The Catholic Church has traditionally taught that doctors and families could end artificial life-extending measures in good conscience if a dying patient's prospects seemed hopeless.
AGAINST "CULTURE OF DEATH"
John Paul, who has long railed against a "culture of death" he saw in abortion and artificial birth control, surprised moral theologians in a speech in March 2004 by insisting Catholics can no longer make such decisions even in extreme cases.
"The intrinsic value and the personal dignity of every human being does not change no matter what the concrete situation of his life," he told doctors and ethics experts attending a Rome conference about patients in a vegetative state.
"The administration of water and food, even when provided by artificial means, always represents a natural means of preserving life, not a medical act," he said. Denying them this treatment would amount to "euthanasia by omission."
"Considerations about the 'quality of life,' often actually dictated by psychological, social and economic pressures, cannot take precedence over general principles," he said. John Grabowski, associate professor of ethics at Catholic University of America in Washington, said the Pope had made his views clear but "left many theologians scratching their heads."

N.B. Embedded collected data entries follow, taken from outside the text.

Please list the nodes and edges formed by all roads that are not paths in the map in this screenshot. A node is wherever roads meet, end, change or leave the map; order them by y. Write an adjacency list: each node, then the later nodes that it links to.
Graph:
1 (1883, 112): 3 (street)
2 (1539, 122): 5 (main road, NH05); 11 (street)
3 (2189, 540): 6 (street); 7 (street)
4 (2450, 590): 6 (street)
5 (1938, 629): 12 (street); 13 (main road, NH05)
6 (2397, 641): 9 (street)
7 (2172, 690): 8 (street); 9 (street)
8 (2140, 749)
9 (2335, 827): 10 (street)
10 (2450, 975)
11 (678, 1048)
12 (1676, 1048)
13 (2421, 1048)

The problem was that he expressed this in a speech, not in a doctrinal document that made it official Church policy.
"The Pope can say any number of things but he has to tell the bishops' conferences when they have to change something," added Father James Keenan S.J., ethics professor at Boston College. "He hasn't done this."
As a result, he said, the U.S. bishops' conference and the Catholic Health Association have not renounced the more flexible earlier position even though many Catholic leaders support Schiavo's parents' demand to continue feeding her.

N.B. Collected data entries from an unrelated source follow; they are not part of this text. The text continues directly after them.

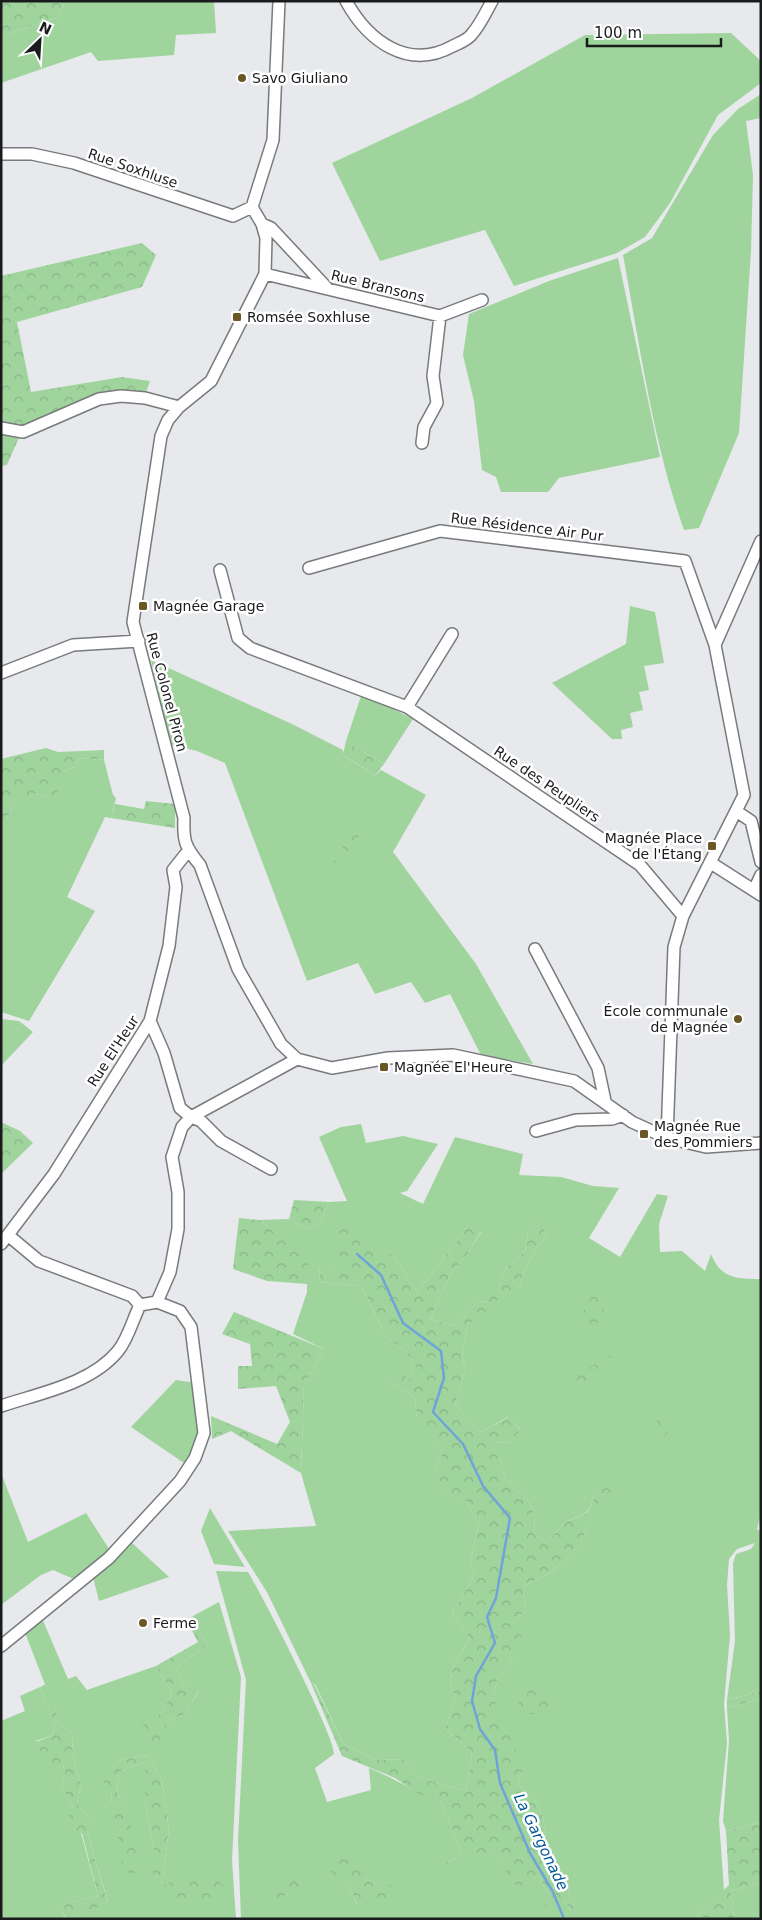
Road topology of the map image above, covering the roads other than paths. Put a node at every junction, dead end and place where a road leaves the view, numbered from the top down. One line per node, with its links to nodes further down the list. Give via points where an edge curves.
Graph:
1 (279, 1): 5 (street, via 273,140)
2 (346, 1): 3 (street, via 353,14 385,47 415,55 441,53 472,35)
3 (492, 1)
4 (1, 154): 5 (street, Rue Soxhluse, via 32,154 74,164 232,216)
5 (252, 207): 6 (street, Rue Colonel Piron)
6 (262, 224): 7 (street, Rue Colonel Piron, via 266,238); 8 (street, via 271,228)
7 (265, 274): 8 (street, Rue Bransons); 11 (street, Rue Colonel Piron, via 211,380)
8 (328, 289): 10 (street, Rue Bransons)
9 (482, 300): 10 (street, Rue Bransons)
10 (440, 316): 13 (street, via 433,376 437,403 424,427)
11 (179, 407): 12 (street, via 145,398 121,396 99,399 23,432); 18 (street, Rue Colonel Piron, via 161,436 133,622)
12 (1, 428)
13 (422, 443)
14 (761, 541): 19 (street)
15 (309, 568): 19 (street, Rue Résidence Air Pur, via 440,531 685,561)
16 (220, 570): 21 (street, Rue des Peupliers, via 238,638 250,648)
17 (452, 634): 21 (street)
18 (139, 641): 20 (street, via 73,645); 23 (street, Rue Colonel Piron, via 184,818 183,838)
19 (715, 645): 22 (street, via 744,794)
20 (1, 673)
21 (407, 707): 28 (street, Rue des Peupliers, via 640,865)
22 (736, 811): 24 (street, via 751,821); 25 (street)
23 (188, 851): 30 (street, Rue El'Heur, via 173,870 176,887 169,946); 31 (street, Rue Colonel Piron, via 200,865 238,969 281,1044)
24 (761, 862)
25 (710, 863): 27 (street); 28 (street)
26 (761, 875): 27 (street)
27 (757, 893)
28 (684, 916): 36 (street, via 674,947)
29 (535, 949): 32 (street, via 598,1068)
30 (150, 1021): 34 (street, via 164,1053 180,1108); 39 (street, Rue El'Heur, via 54,1174)
31 (297, 1059): 32 (street, via 332,1068 388,1058 453,1054 574,1081); 34 (street)
32 (606, 1101): 33 (street)
33 (623, 1115): 35 (street, via 612,1119 576,1120); 36 (street)
34 (191, 1117): 38 (street, via 201,1121 221,1141); 40 (street, via 182,1127 172,1157 178,1192 178,1229 170,1272)
35 (536, 1131)
36 (668, 1138): 37 (street, via 706,1147)
37 (761, 1143)
38 (272, 1169)
39 (5, 1240): 41 (street, via 39,1261 132,1296)
40 (157, 1302): 41 (street); 43 (street, via 180,1311 191,1327 204,1433 195,1458 180,1482 109,1558)
41 (140, 1305): 42 (street, via 120,1349 106,1364 66,1386)
42 (1, 1406)
43 (1, 1646)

"We've spent centuries letting people figure out how they want to go to meet God, and now we have these fairly intrusive claims on a patient," Keenan said in his critical assessment of how the Pope was changing Church teaching on the end of life.
"It doesn't seem good for the Church to rethink how to die when the Pope himself is ailing," he said. "The dying of a Pope should not set our agenda."
I can't believe this. Talk about a completely misleading headline! Just looking at the headline I thought that the article was going to say how the Pope wanted to be "allowed to die". If you actually read it though it says the complete opposite. I wonder how many people will see the headline and not bother to read the article.
That's the whole point of their headline - lead people to the wrong conclusion. Sad, isn't it?
Reuter's Tom Heneghan is one vile Bastard. Jerk!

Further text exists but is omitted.